Dorine Wiersma is als klassiek geschoold gitariste ‘per ongeluk’ in de kleinkunst verzeild geraakt. Maar ze blijkt een knappe autodidact, die haar stiel nu lijkt te hebben gevonden. Zei ik dat? is na Goedzo Dorine! nog meer een echt theaterprogramma geworden en geen liedjesprogramma met wat verbindende tekstjes.

Haar klassieke achtergrond, kennis en vaardigheden maken Zei ik dat? muzikaal gevarieerd en boeiender dan de voorgaande. Ze schotelt haar publiek enkele malen op speelse wijze klassieke composities voor, van Bach tot de onbekendere componisten John Dowland en Luis de Narvaéz. Op enkele van die melodieën heeft ze haar eigen teksten geschreven. Of we horen, via een bandje, haar gedachten over het publiek terwijl ze het stuk met verveeld gezicht routineus wegtokkelt.

Vileine haatliedjes zijn haar handelsmerk geworden. In Zei ik dat? zitten er weer een paar, al kun je je afvragen of  de houdbaarheidsdatum voor een afzeiklied over de kleuterpop van K3, hoe leuk en gemeen ook, niet zo langzamerhand verstreken is. Het zijn liedjes die, zoals ze toegeeft, niet zelden ontstaan uit ‘jaloezie’ omdat vrouwen het nu eenmaal niet kunnen hebben dat een van hun soortgenoten de kring verlaat en haar kop boven het maaiveld uitsteekt.

Ze zoekt haar inspiratie echter voornamelijk in allerlei herkenbare, moderne sores met huis, man, kind en familie. Dat zijn gevaarlijk dunne themaatjes om anderhalf uur mee te vullen, maar ze komt er ruim mee weg. Omdat ze steeds wel weer een ander invalshoekje weet te vinden.

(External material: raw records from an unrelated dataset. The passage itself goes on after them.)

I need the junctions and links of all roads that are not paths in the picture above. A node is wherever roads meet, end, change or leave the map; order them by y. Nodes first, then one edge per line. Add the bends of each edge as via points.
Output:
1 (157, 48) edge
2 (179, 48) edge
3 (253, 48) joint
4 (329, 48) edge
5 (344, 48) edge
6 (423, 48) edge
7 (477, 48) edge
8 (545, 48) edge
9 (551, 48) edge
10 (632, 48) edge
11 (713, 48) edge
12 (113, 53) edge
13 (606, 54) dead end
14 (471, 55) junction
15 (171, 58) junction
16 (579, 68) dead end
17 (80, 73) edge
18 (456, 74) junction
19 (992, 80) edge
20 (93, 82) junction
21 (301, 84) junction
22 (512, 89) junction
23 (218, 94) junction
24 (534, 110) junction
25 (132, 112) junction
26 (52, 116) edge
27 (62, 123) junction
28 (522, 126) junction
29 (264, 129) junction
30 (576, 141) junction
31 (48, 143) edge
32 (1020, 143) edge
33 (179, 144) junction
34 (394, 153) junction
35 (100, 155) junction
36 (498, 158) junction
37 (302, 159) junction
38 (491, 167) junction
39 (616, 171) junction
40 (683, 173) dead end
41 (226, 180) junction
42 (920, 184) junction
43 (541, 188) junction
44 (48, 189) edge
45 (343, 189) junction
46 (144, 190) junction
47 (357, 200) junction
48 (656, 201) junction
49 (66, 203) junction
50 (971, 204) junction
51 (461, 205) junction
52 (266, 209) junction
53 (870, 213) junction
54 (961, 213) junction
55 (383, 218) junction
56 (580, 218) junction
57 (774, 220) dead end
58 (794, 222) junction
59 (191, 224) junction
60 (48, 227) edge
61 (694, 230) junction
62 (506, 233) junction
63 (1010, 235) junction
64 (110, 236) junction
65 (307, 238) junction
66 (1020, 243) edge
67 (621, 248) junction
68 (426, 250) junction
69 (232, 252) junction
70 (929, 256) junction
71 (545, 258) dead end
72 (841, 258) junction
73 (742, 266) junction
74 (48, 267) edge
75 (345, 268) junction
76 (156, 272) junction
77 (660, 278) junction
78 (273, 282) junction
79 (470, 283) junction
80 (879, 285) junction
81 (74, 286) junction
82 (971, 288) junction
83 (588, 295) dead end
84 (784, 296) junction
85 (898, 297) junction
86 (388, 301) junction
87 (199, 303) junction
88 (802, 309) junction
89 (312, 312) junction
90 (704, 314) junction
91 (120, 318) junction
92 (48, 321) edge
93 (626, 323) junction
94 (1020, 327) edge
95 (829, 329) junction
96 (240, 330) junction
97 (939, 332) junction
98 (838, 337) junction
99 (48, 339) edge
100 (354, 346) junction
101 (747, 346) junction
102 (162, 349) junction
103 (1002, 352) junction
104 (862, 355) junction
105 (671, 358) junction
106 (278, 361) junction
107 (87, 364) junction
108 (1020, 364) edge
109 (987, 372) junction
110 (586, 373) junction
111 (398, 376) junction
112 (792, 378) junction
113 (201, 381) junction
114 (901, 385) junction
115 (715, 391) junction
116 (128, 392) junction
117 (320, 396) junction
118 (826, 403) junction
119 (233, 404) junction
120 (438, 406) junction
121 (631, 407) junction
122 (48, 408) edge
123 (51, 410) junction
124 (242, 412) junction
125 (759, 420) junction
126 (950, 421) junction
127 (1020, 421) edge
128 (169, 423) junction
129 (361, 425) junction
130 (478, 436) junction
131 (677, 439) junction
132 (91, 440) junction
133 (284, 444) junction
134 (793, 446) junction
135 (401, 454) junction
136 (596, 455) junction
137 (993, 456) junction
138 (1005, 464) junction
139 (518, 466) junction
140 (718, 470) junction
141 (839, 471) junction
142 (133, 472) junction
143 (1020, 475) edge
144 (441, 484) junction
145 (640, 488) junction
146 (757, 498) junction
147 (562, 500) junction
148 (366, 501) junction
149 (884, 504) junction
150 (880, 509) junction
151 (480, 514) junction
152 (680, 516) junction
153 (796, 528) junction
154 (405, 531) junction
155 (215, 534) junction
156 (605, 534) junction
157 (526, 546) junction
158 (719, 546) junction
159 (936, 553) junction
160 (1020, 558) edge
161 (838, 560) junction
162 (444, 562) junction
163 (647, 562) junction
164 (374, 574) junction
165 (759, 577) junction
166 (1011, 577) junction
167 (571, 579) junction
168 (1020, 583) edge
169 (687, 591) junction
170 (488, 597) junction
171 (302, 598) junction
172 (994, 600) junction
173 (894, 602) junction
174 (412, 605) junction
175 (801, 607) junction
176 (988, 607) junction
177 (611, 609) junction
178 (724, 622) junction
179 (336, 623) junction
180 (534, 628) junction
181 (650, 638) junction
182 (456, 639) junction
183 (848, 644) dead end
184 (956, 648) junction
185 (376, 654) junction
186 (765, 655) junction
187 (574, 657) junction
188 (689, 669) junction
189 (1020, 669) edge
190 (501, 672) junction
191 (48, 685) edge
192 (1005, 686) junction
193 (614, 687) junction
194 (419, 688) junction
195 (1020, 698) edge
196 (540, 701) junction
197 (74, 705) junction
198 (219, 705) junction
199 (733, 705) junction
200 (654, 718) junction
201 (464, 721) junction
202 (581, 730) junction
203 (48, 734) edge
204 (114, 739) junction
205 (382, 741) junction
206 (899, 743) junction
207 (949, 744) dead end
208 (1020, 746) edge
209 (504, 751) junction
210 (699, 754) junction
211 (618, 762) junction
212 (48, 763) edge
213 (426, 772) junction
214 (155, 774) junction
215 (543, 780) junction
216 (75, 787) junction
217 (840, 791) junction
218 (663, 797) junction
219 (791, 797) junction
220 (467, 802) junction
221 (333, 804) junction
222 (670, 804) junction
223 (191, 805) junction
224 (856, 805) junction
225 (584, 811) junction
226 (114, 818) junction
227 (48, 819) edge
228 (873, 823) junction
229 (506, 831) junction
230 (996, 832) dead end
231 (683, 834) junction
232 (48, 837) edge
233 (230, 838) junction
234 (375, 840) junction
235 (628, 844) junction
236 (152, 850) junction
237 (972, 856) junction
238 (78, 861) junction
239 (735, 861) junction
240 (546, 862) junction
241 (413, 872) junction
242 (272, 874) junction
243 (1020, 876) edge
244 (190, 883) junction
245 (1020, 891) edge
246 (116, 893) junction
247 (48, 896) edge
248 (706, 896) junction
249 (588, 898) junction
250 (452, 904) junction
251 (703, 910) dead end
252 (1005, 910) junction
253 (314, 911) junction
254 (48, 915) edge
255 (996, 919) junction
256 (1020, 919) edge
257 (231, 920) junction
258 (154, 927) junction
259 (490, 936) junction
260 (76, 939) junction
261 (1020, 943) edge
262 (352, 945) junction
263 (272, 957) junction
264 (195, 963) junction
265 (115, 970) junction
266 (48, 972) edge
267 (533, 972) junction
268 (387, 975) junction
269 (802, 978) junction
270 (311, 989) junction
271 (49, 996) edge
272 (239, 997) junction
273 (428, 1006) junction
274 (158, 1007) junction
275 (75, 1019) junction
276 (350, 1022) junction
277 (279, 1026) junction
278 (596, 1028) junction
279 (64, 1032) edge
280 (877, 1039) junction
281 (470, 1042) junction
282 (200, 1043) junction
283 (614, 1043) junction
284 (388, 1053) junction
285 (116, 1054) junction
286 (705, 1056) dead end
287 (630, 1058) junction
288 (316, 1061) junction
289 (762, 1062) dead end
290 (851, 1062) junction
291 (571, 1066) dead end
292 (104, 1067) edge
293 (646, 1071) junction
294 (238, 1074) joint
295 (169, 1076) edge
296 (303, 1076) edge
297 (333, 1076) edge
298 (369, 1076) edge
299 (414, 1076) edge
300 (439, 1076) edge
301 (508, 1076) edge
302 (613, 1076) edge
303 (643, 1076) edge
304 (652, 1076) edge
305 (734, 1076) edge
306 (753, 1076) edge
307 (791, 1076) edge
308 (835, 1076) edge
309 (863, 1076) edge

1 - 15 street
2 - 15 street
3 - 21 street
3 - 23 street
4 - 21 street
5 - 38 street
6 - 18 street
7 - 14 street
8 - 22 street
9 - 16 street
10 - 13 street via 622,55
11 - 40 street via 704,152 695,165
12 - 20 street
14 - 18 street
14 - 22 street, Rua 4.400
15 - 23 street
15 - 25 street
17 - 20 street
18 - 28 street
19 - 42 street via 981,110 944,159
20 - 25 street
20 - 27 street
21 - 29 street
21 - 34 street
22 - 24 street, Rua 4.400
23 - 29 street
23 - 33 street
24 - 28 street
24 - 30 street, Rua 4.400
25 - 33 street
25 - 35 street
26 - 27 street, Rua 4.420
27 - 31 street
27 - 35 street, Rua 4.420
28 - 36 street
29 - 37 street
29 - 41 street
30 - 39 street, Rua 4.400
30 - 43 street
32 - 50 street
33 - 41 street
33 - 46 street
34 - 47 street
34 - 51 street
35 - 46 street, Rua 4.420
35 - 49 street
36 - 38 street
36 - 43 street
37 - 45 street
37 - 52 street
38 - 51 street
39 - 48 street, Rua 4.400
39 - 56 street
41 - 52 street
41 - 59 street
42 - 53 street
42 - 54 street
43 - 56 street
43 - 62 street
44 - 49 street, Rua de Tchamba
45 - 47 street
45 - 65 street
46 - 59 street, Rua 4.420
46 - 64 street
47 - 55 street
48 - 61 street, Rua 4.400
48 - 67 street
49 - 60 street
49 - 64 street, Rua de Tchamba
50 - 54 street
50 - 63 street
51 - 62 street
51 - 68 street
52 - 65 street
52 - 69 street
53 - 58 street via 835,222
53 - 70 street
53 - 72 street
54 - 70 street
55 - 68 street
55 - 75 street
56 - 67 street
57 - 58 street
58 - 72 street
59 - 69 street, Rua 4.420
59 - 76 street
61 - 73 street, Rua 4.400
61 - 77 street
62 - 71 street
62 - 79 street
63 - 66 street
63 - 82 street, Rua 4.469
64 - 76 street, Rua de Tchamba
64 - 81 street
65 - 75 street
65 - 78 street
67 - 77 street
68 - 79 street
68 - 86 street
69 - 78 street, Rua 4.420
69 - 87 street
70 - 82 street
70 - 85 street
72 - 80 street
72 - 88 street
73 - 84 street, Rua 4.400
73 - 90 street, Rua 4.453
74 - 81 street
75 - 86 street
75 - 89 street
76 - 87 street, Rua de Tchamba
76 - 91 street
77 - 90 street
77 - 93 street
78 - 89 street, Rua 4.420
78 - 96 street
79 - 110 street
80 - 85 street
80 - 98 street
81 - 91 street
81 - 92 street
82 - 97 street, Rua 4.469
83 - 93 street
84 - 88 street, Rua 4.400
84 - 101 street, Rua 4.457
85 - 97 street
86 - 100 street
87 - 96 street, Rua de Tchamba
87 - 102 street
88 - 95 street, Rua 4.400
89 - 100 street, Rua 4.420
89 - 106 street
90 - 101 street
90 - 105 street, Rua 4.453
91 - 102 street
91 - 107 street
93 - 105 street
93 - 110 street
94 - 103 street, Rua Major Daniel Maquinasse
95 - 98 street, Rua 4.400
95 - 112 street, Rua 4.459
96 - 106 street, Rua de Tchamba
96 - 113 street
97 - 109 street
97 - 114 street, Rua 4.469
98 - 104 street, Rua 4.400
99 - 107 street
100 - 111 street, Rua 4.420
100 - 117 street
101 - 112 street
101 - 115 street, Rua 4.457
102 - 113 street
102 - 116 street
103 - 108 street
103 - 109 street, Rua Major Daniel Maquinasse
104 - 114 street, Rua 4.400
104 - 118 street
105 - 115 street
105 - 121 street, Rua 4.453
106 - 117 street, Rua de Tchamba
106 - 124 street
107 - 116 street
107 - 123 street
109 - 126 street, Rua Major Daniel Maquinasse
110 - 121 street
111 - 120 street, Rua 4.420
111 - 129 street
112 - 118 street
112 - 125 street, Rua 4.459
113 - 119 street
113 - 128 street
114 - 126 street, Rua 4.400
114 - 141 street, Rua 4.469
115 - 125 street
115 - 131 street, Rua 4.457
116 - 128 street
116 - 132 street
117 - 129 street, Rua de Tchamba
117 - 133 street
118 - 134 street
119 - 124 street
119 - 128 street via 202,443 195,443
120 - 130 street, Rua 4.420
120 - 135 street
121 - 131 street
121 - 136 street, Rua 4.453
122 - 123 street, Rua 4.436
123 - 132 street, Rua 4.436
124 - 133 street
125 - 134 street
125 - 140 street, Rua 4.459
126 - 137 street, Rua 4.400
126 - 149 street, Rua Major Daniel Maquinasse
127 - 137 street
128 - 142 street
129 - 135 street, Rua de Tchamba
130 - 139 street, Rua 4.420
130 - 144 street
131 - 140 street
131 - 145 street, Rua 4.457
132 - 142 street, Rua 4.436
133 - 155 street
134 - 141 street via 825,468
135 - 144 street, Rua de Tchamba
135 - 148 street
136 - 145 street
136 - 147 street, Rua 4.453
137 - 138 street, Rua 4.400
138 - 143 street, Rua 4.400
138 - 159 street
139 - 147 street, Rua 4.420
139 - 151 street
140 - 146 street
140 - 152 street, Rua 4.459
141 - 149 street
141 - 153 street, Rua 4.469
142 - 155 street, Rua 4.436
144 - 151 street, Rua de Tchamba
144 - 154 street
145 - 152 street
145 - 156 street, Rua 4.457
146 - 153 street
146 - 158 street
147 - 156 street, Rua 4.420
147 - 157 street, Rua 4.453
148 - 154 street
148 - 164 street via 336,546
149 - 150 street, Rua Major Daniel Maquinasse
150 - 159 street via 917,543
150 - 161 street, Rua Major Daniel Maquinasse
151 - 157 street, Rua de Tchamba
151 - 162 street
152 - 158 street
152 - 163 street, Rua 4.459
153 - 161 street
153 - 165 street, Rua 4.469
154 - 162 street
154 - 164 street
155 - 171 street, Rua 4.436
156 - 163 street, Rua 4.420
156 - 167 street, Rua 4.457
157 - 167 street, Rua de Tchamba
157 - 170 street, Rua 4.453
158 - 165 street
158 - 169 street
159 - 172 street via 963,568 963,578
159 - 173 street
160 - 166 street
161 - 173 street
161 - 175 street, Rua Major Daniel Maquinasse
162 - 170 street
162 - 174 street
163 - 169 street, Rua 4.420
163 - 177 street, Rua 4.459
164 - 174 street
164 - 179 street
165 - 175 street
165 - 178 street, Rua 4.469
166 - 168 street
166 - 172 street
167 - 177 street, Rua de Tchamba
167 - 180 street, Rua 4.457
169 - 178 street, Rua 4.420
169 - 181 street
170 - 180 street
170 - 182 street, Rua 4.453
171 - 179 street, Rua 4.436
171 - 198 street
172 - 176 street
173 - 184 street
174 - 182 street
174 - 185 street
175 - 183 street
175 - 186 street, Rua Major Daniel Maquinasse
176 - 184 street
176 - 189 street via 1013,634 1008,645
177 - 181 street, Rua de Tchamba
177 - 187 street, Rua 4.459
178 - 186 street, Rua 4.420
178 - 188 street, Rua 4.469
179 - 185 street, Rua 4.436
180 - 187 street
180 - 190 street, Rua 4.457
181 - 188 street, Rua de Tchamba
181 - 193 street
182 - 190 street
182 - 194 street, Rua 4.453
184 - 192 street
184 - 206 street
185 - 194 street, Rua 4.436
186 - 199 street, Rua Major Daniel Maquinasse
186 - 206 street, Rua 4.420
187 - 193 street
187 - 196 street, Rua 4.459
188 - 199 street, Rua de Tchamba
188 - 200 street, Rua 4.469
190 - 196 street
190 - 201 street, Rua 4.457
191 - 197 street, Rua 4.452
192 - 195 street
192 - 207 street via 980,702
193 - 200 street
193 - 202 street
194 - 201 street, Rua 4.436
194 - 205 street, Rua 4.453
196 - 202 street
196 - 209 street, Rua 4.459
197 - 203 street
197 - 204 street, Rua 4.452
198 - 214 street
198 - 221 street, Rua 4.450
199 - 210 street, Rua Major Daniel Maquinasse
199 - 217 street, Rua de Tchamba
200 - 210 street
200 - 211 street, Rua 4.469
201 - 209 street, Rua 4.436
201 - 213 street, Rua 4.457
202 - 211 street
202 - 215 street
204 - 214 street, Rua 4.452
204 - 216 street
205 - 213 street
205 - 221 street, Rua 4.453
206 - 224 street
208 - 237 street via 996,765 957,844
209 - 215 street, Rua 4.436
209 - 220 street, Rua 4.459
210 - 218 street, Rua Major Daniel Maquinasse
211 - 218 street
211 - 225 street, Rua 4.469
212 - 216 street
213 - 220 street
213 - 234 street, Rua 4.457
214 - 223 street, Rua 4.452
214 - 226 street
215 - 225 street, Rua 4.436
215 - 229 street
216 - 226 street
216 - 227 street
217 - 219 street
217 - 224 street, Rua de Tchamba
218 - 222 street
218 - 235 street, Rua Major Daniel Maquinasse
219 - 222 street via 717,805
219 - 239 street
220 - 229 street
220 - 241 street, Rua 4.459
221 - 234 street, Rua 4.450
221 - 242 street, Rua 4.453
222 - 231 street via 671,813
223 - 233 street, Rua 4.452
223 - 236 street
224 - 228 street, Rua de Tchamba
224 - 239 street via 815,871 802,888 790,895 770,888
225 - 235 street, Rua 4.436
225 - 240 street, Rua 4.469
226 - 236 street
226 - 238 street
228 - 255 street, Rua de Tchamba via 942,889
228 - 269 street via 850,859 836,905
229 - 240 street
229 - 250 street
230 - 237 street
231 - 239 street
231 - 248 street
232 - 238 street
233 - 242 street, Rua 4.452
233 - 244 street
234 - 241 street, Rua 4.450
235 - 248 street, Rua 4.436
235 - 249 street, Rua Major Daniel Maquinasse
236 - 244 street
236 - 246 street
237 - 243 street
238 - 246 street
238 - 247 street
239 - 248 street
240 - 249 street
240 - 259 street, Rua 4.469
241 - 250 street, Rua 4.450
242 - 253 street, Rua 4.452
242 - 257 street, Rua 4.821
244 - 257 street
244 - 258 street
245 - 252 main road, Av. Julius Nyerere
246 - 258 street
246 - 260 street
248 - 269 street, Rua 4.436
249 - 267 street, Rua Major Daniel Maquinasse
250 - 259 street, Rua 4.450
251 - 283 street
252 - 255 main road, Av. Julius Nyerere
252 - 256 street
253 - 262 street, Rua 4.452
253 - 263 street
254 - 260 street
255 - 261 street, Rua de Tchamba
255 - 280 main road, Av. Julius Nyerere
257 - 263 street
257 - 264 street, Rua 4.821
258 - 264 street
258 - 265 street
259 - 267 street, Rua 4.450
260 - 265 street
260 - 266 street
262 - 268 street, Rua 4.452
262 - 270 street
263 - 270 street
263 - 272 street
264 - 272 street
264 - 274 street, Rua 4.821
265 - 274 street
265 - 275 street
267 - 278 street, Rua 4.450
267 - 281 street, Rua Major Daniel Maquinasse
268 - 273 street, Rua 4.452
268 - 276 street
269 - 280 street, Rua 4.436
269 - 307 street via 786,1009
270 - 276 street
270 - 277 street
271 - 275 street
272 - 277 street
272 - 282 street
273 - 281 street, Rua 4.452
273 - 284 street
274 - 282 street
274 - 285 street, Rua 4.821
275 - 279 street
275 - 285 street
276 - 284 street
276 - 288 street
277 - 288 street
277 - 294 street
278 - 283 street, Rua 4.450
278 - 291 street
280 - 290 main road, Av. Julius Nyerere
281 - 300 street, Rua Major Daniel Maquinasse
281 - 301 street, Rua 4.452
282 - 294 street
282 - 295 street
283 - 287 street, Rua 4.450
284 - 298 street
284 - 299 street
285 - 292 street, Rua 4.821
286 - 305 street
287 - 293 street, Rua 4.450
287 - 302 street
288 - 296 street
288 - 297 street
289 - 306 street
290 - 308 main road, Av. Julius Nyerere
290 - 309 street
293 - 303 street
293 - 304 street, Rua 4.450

Het geestigst is ze wanneer ze de werking van het brein van een man en vrouw probeert te ontrafelen. Over de verschillen daarin heeft ze het afgelopen jaar een hele bibliotheek weggelezen. Waarom kan een man met een kale kop, een vette pens, ongeschoren, stinkend in een te groot T-shirt met vetvlekken tóch zo intens tevreden zijn met zichzelf? Pisnijdig van afgunst wordt ze van dat soort holbewoners, want een vrouw is dat ondanks diëten, liposucties, botox, ontslakkuren en peperdure mode nooit. Van die dingen dus.

Dorine Wiersma is geen geboren podiumdier dat zich met grote zelfverzekerdheid en vloeiende presentatie door de voorstelling kan bluffen. Ze moet hard werken, maar het ongepolijste is tegelijk ook haar charme. Zei ik dat? zit vol met aardige verhalen (over ondermeer de xylofoon die ze van haar opa’s grafzerk heeft gemaakt en over haar man die ‘m voortdurend uit zijn broek haalt) een intermezzo met een eigen gebouwd drankorgel en scherpe observaties. En met liedjes natuurlijk. Maar ze is het ‘liedjesprogramma’ nu echt voorbij.